For boundary loads and sets of point loads, you can now specify the total force and moment with respect to a given point by selecting the Resultant option from the Load type list. This makes it easier to apply load resultants without either imposing artificial constraints or making long calculations of the actual load distributions. It is possible to control the assumed shape of the load distribution.

A bending load given as a moment resultant is applied to the end of a beam, modeled as a 3D solid. The actual load distribution is shown by arrows.

Improvements for Rigid Connectors

The Rigid Connector is an important tool for abstract modeling, such as when applying loads and connecting objects. Its functionality has been augmented in three respects:

  1. It is now possible to disconnect selected degrees of freedom, such as in directions given by a local coordinate system. With this option, it is possible to release excessive constraints and reduce local stress concentrations.
  2. For two-point rigid connectors in 3D, it is possible to automatically suppress the potential rotational singularity.
  3. As a new default, the degrees of freedom that are generated by rigid connectors are now grouped together in the study sequence. This can dramatically reduce the number of nodes in the model tree and makes it easier to apply manual scaling for convergence tolerance. The same change also applies to the Attachment feature.
Three rigid connector models where one has red arrows and two are in the Prism color table. The effects of released degrees of freedom. The reducer with internal pressure has a rigid connector at the end, as shown in the brown surface in the leftmost figure. As shown in the middle figure, with a standard formulation, the assumption about rigidity will keep the radius constant. In the rightmost figure, the radial displacement is released in the rigid connector. It is still possible to apply loads in any direction or connect to other domains.

Results in Local Coordinate Systems

It is now easy to define an arbitrary number of local coordinate systems by adding Local System Results nodes for the evaluation of common result quantities. Among the available transformed quantities, you will find stresses, strains, displacements, and material properties.

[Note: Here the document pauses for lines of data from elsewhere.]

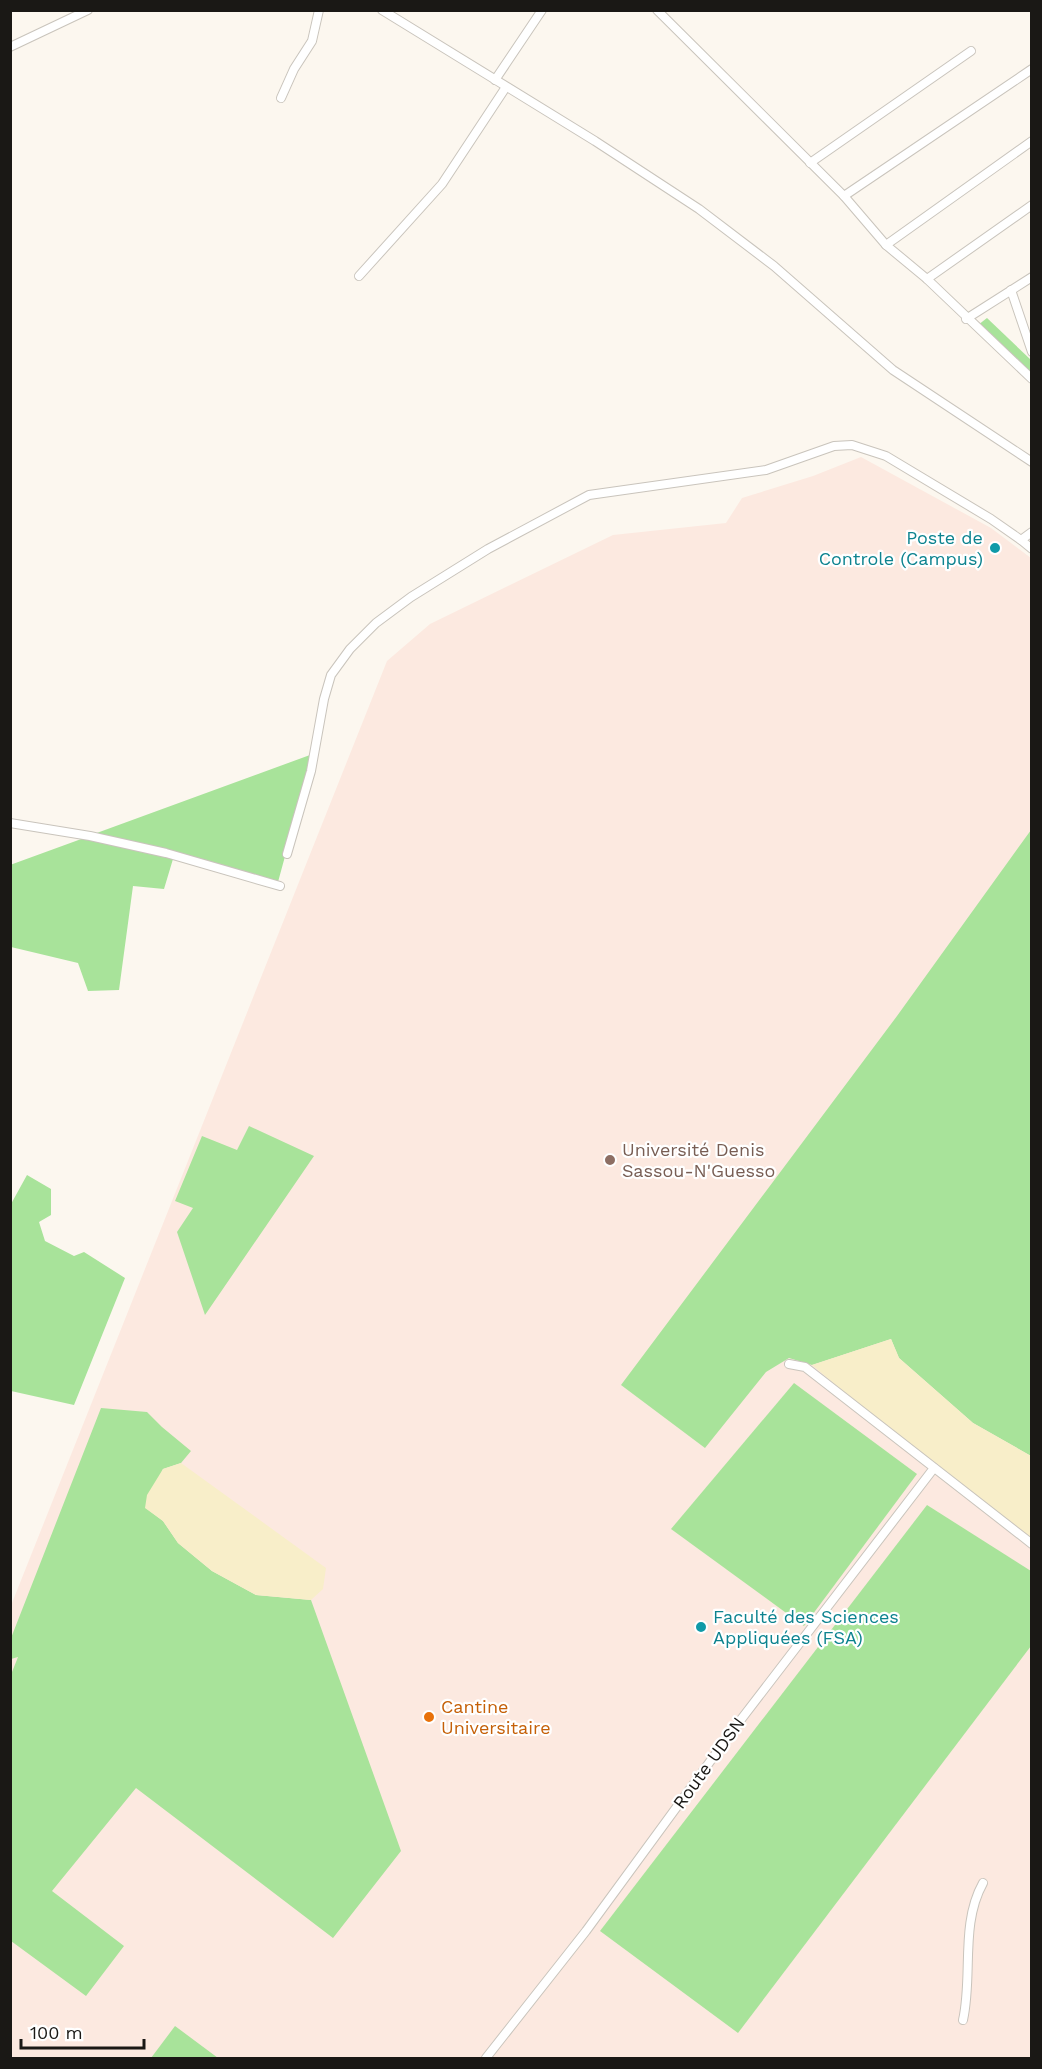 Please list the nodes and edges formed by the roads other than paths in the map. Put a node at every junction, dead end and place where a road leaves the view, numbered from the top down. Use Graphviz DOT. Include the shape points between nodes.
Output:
graph roads {
  1 [pos="88,10"];
  2 [pos="319,10"];
  3 [pos="382,10"];
  4 [pos="542,10"];
  5 [pos="657,10"];
  6 [pos="667,10"];
  7 [pos="673,24"];
  8 [pos="10,47"];
  9 [pos="971,51"];
  10 [pos="1032,69"];
  11 [pos="495,80"];
  12 [pos="506,87"];
  13 [pos="280,98"];
  14 [pos="1032,141"];
  15 [pos="810,163"];
  16 [pos="844,196"];
  17 [pos="1032,205"];
  18 [pos="886,245"];
  19 [pos="359,276"];
  20 [pos="1032,277"];
  21 [pos="927,279"];
  22 [pos="1011,290"];
  23 [pos="966,319"];
  24 [pos="1032,352"];
  25 [pos="1032,379"];
  26 [pos="1032,462"];
  27 [pos="1032,532"];
  28 [pos="1021,540"];
  29 [pos="1032,549"];
  30 [pos="10,823"];
  31 [pos="286,854"];
  32 [pos="280,886"];
  33 [pos="789,1364"];
  34 [pos="934,1468"];
  35 [pos="1032,1544"];
  36 [pos="983,1883"];
  37 [pos="963,2020"];
  38 [pos="486,2058"];
  1 -- 8 [label="street"];
  2 -- 13 [label="street" via="312,41"];
  3 -- 11 [label="street"];
  4 -- 11 [label="street"];
  5 -- 7 [label="street"];
  6 -- 7 [label="street"];
  7 -- 15 [label="street"];
  9 -- 15 [label="street"];
  10 -- 16 [label="street"];
  11 -- 12 [label="street"];
  12 -- 19 [label="street" via="442,184"];
  12 -- 26 [label="street" via="699,209 774,266 893,370"];
  14 -- 18 [label="street"];
  15 -- 16 [label="street"];
  16 -- 18 [label="street"];
  17 -- 21 [label="street"];
  18 -- 21 [label="street"];
  20 -- 22 [label="street"];
  21 -- 23 [label="street"];
  22 -- 23 [label="street"];
  22 -- 24 [label="street"];
  23 -- 25 [label="street"];
  27 -- 28 [label="street"];
  28 -- 29 [label="street"];
  28 -- 31 [label="street" via="886,456 852,445 834,446 766,470 589,495 488,549 411,597 350,649 331,675 326,691 308,782"];
  30 -- 32 [label="street" via="166,853"];
  33 -- 34 [label="street" via="805,1367"];
  34 -- 35 [label="street"];
  34 -- 38 [label="street, Route UDSN"];
  36 -- 37 [label="street" via="975,1897"];
}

Two cylindrical models showing direct strain in the Prism color table. Direct strain in the global x-direction and the azimuthal direction for a geometry with cylindrical symmetry.

Predefined Plots

A new general functionality for predefined plots has been added. A predefined plot is similar to a default plot, but with the important difference that it is not added to the Model Builder until the user selects to do so. This has three advantages:

  1. The number of default plots that are generated for each study has been decreased significantly.
  2. Several new useful plots are available from the Add Predefined Plot menu, in addition to the default plots in previous versions.
  3. Result plots for intermediate study steps — for example, the loading step in a prestressed dynamic analysis — are directly available.
The COMSOL Multiphysics UI showing the Model Builder with the Results node highlighted, the corresponding Settings window, an elastic roller chain model in the Graphics window, and the Add Predefined Plot window opened on the right. The Add Predefined Plot window for one of the models in the Application Libraries.